**Assigned task:** In the listing below, find each line with the string "Mykhaila" and report it.

**Data listing:**
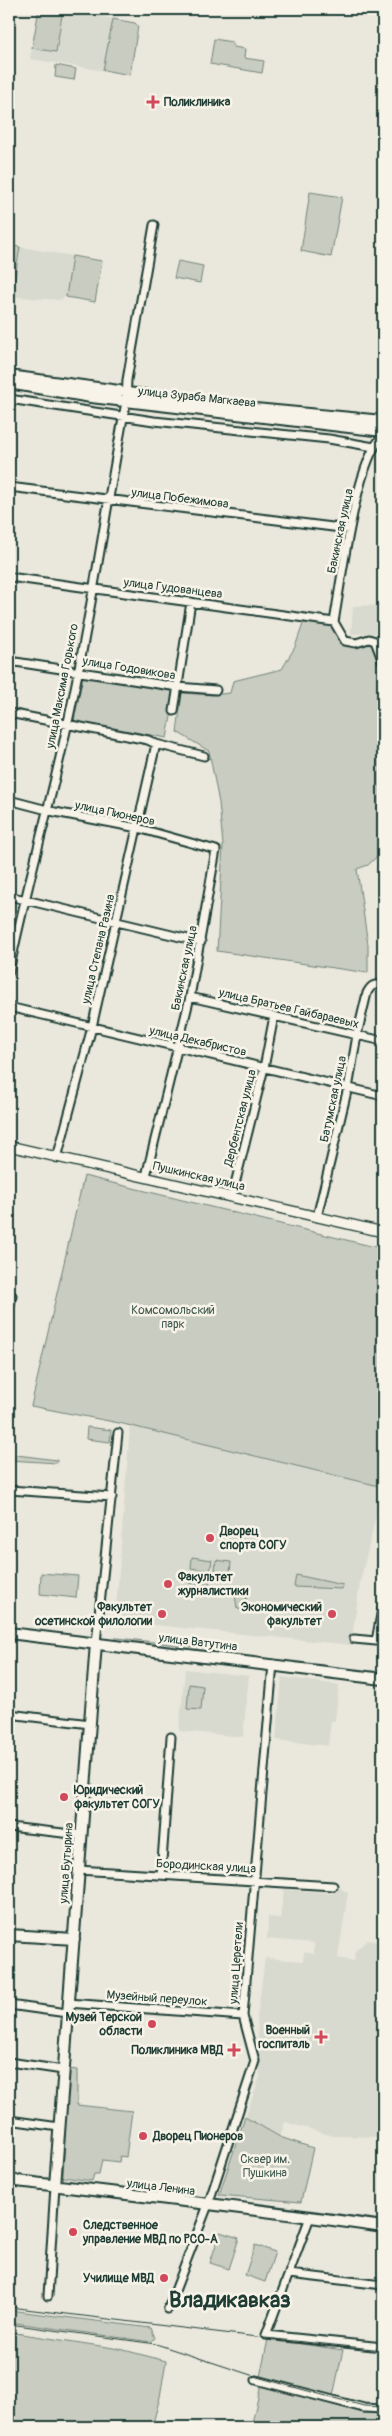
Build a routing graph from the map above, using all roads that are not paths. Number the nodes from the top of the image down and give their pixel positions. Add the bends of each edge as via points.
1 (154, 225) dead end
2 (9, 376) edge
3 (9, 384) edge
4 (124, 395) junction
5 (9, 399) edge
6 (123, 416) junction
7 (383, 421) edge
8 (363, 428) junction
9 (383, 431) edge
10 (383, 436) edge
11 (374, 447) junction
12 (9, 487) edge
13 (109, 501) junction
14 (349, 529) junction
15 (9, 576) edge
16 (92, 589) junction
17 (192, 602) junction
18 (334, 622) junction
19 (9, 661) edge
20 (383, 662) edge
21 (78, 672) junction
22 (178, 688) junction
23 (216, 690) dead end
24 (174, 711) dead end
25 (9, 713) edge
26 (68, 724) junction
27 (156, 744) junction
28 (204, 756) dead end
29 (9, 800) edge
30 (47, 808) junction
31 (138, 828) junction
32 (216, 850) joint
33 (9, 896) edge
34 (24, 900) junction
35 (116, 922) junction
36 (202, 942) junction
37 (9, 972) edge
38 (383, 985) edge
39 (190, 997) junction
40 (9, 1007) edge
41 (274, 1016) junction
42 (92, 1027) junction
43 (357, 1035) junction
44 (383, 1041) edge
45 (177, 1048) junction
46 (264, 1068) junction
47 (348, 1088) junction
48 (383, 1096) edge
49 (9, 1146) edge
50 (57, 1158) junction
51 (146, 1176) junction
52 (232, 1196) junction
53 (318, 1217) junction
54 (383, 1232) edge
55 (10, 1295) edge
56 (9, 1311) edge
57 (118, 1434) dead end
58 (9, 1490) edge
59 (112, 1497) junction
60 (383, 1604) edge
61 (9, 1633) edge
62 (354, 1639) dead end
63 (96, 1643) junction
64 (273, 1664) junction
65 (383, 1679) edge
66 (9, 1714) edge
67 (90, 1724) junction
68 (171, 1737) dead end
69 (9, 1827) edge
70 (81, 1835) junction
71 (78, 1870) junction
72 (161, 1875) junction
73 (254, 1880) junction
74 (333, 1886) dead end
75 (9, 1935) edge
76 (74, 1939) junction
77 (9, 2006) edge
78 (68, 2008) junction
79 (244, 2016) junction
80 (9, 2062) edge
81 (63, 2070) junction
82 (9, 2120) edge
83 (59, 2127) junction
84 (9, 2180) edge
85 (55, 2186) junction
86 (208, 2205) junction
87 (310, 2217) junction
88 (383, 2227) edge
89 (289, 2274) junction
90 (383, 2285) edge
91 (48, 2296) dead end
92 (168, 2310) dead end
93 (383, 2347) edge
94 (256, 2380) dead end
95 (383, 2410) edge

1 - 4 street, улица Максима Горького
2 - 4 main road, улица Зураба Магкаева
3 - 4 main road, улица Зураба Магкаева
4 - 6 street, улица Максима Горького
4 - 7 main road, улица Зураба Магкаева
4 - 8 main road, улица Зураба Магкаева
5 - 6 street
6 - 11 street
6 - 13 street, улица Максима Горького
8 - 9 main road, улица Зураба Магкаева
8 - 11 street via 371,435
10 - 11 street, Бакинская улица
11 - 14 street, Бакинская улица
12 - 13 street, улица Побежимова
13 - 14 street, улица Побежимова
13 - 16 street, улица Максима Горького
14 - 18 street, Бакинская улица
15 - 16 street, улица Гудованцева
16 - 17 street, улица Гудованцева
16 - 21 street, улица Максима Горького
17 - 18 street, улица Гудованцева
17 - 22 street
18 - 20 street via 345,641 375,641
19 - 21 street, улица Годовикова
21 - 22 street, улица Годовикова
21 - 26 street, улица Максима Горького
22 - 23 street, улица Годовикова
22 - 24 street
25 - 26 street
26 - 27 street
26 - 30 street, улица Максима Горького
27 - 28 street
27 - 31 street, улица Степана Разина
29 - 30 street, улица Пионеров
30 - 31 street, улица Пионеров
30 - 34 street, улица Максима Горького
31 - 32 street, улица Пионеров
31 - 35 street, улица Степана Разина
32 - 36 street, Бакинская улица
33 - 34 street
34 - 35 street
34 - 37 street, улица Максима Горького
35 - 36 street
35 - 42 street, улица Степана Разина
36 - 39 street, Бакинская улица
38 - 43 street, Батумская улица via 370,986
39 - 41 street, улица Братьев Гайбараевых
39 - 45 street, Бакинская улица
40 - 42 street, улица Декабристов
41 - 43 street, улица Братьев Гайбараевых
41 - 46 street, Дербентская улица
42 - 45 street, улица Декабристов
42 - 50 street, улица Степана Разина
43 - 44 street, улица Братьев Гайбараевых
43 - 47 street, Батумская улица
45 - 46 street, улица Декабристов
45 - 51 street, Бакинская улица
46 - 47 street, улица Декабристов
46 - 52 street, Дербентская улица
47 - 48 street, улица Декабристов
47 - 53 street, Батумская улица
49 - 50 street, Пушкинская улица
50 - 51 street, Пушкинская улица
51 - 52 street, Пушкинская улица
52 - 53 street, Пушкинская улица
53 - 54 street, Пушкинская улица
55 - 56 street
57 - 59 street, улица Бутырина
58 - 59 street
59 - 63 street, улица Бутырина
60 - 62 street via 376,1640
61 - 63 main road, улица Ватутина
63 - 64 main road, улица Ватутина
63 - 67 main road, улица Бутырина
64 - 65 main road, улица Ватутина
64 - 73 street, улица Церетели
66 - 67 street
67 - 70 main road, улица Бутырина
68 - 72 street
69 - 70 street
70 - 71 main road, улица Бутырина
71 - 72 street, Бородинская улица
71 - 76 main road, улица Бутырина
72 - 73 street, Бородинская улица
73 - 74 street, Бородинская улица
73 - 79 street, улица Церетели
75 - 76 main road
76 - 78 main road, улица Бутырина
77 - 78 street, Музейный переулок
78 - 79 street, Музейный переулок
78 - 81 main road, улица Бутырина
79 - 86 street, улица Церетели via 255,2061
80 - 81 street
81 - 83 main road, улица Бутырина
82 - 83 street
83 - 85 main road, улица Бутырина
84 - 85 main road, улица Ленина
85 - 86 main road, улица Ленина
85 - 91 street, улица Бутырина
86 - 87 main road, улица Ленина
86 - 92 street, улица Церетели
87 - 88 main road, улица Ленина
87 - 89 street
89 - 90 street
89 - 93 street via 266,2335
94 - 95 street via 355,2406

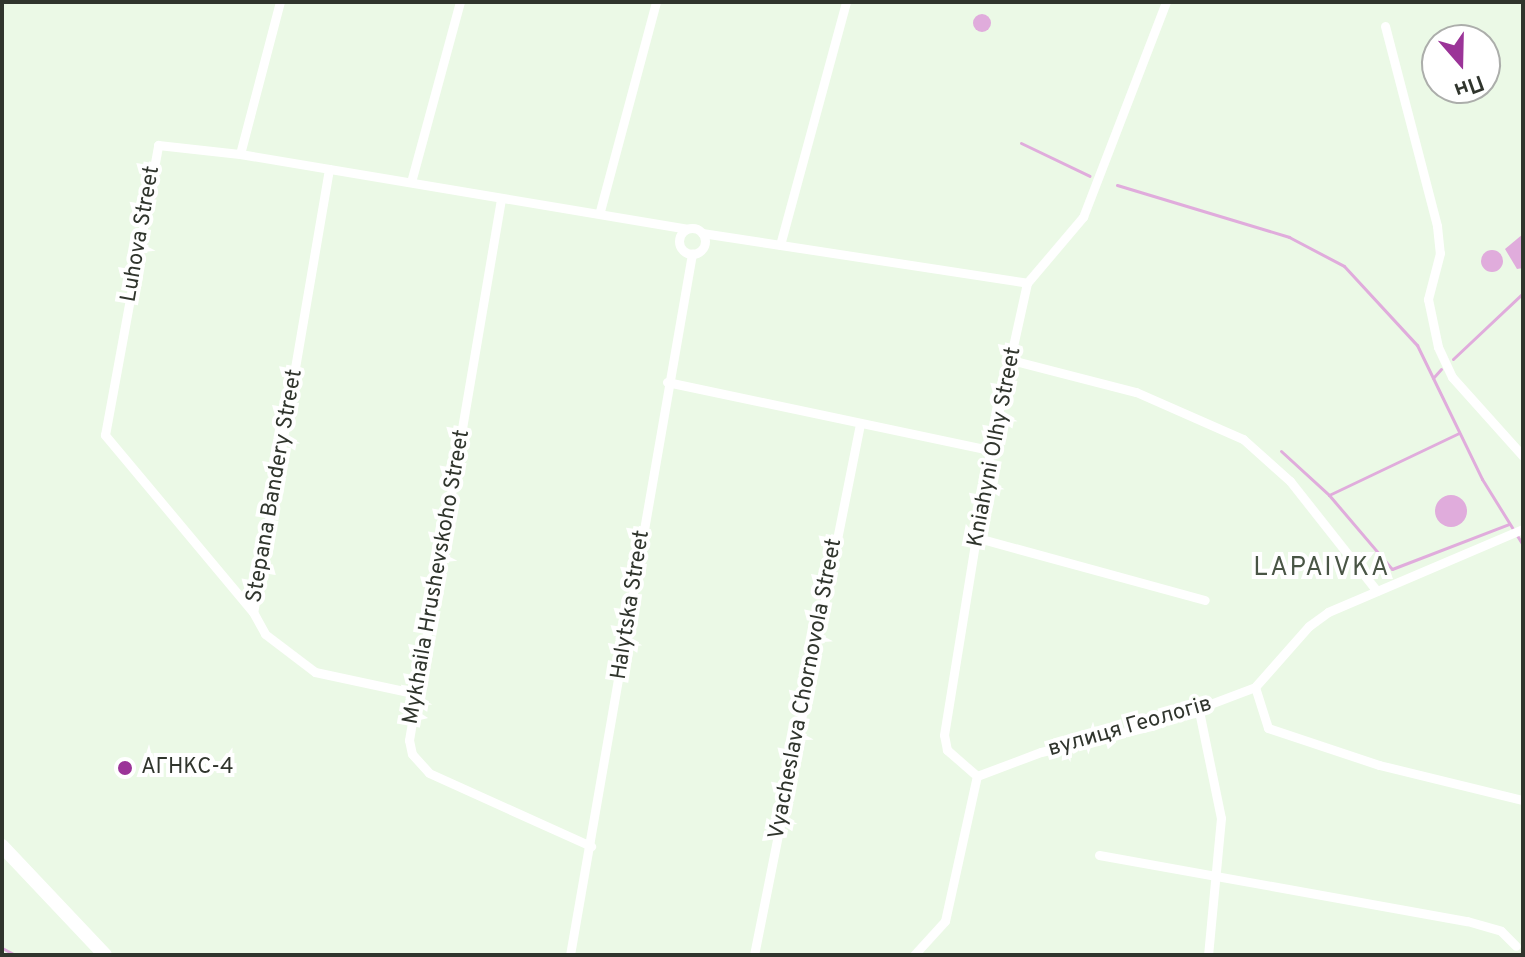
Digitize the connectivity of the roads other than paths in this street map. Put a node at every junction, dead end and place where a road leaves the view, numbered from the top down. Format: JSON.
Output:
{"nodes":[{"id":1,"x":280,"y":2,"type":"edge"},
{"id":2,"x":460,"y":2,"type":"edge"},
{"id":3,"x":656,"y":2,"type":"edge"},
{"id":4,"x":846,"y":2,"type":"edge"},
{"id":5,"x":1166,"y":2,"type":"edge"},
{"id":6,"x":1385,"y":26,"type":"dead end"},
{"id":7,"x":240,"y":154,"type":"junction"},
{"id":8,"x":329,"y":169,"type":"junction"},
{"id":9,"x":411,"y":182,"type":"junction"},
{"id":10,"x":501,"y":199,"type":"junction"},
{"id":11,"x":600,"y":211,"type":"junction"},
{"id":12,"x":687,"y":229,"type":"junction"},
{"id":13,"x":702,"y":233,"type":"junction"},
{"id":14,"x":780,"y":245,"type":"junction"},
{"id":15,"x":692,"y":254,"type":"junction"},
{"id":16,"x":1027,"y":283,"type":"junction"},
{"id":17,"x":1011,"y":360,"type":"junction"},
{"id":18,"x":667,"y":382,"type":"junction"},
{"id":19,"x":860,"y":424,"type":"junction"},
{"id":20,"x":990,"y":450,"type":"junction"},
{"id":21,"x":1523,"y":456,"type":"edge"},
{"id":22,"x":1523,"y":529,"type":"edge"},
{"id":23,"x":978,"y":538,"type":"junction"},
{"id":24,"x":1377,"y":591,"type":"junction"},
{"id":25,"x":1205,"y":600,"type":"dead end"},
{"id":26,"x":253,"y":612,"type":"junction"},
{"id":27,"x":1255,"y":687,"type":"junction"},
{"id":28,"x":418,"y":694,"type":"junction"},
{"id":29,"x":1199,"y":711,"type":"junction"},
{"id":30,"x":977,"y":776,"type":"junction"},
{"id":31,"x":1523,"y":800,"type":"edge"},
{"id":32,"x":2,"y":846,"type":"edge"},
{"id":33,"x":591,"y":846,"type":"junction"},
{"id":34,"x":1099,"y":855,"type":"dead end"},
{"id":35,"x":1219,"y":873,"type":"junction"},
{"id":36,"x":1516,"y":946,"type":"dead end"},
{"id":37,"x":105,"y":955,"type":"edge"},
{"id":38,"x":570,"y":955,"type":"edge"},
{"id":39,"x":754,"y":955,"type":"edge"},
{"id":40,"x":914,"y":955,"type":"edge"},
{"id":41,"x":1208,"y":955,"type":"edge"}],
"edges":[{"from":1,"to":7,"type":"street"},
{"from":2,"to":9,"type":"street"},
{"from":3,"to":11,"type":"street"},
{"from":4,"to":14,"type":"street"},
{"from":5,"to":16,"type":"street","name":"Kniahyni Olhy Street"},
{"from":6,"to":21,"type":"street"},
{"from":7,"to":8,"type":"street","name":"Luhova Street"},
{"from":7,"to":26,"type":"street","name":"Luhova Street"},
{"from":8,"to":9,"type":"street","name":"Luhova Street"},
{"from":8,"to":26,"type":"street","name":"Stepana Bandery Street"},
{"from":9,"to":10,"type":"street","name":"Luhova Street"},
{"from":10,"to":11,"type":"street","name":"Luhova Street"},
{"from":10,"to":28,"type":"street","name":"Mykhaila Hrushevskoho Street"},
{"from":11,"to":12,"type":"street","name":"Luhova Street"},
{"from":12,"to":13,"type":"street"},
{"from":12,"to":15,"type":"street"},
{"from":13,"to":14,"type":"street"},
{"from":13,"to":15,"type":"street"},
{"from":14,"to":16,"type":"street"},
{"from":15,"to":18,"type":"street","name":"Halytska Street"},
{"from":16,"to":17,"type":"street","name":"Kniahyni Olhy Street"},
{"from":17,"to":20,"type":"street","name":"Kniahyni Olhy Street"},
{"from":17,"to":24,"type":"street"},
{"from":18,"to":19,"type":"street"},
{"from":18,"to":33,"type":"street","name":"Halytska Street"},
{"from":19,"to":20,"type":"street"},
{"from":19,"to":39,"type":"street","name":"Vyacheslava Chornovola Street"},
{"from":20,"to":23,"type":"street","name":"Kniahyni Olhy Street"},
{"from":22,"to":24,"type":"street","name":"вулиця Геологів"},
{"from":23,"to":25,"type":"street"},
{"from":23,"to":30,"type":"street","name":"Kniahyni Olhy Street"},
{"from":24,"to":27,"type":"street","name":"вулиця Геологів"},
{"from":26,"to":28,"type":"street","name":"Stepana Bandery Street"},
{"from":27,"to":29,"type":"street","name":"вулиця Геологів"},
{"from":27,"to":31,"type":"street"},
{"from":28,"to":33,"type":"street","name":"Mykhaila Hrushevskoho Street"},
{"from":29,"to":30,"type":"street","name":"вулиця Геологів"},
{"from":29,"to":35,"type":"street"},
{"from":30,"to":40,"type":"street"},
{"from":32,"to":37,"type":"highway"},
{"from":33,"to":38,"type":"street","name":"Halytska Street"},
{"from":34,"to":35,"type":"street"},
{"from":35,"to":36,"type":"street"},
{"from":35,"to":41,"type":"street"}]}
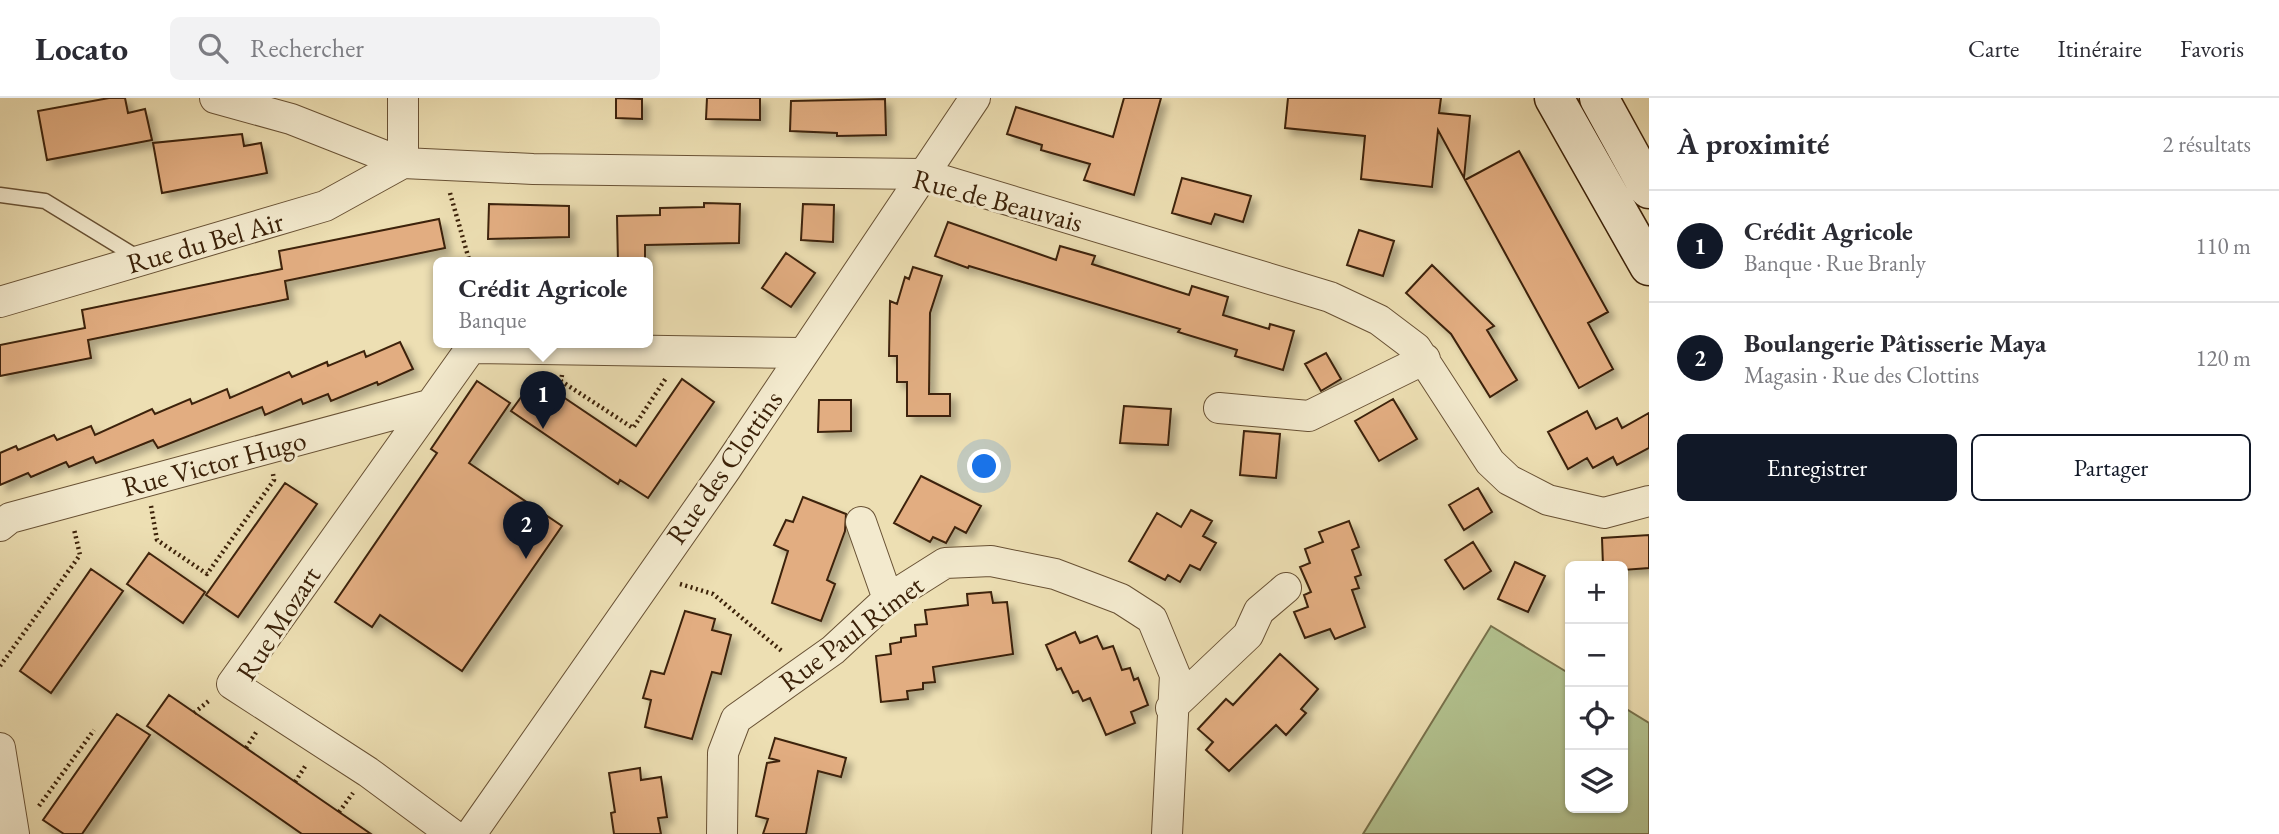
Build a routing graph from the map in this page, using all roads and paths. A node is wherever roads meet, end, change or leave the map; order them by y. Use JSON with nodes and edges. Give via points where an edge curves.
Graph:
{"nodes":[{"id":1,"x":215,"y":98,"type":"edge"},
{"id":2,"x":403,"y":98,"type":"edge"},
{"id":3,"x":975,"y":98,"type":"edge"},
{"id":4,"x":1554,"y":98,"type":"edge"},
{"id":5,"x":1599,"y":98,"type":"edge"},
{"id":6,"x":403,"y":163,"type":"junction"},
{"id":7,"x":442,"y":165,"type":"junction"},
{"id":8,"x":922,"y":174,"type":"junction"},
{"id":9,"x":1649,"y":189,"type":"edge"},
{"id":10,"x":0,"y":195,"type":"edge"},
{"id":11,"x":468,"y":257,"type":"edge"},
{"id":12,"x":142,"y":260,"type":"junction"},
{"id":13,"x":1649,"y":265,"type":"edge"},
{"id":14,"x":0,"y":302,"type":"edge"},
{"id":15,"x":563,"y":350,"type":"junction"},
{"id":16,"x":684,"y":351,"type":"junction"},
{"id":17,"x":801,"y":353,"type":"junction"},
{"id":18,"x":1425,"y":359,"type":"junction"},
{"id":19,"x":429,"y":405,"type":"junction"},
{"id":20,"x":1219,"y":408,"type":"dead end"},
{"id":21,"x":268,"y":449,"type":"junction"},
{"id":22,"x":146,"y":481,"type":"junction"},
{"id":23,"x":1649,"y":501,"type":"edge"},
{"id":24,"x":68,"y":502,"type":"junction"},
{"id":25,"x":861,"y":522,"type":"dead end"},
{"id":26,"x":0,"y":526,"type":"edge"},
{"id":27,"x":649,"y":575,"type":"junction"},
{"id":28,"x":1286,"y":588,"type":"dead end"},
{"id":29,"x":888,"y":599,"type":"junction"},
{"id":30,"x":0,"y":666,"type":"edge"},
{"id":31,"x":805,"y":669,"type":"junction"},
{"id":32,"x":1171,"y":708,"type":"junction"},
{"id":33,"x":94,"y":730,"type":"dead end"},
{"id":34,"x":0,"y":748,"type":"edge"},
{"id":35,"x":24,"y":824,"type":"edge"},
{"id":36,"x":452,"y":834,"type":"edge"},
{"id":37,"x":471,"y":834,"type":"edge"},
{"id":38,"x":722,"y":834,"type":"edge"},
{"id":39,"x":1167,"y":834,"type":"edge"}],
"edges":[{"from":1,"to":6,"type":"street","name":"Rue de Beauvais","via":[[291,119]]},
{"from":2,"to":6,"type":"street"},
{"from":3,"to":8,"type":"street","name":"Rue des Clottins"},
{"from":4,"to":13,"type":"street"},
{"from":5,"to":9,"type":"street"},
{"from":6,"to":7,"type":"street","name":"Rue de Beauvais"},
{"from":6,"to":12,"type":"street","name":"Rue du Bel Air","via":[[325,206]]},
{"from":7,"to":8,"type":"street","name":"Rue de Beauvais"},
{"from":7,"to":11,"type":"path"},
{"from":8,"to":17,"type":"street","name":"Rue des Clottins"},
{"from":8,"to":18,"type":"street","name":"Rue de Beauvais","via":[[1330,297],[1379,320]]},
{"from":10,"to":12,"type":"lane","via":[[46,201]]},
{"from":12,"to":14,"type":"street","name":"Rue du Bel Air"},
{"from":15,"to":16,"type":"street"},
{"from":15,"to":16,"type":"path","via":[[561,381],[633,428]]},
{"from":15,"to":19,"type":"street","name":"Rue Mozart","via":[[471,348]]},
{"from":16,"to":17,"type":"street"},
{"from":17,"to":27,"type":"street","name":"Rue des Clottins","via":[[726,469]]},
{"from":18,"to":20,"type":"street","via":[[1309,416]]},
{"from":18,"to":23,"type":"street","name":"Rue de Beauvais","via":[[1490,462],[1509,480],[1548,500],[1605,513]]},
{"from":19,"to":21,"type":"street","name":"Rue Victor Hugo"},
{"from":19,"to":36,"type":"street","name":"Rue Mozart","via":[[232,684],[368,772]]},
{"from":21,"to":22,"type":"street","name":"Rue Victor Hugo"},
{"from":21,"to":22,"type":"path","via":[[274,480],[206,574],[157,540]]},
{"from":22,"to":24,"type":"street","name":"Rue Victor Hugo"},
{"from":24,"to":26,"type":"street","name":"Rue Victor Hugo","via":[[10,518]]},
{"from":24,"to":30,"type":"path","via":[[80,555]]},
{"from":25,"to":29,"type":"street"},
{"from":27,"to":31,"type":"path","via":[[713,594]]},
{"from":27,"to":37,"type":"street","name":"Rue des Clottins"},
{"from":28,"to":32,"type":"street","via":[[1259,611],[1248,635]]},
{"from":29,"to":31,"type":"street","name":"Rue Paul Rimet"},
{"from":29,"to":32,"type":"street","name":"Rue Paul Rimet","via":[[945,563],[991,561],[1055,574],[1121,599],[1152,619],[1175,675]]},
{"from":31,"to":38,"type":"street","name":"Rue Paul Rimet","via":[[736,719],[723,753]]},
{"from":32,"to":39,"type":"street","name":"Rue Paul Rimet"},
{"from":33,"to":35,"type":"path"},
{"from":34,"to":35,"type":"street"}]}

**Solved exercise:**
{"from":10,"to":28,"type":"street","name":"Mykhaila Hrushevskoho Street"},
{"from":28,"to":33,"type":"street","name":"Mykhaila Hrushevskoho Street"},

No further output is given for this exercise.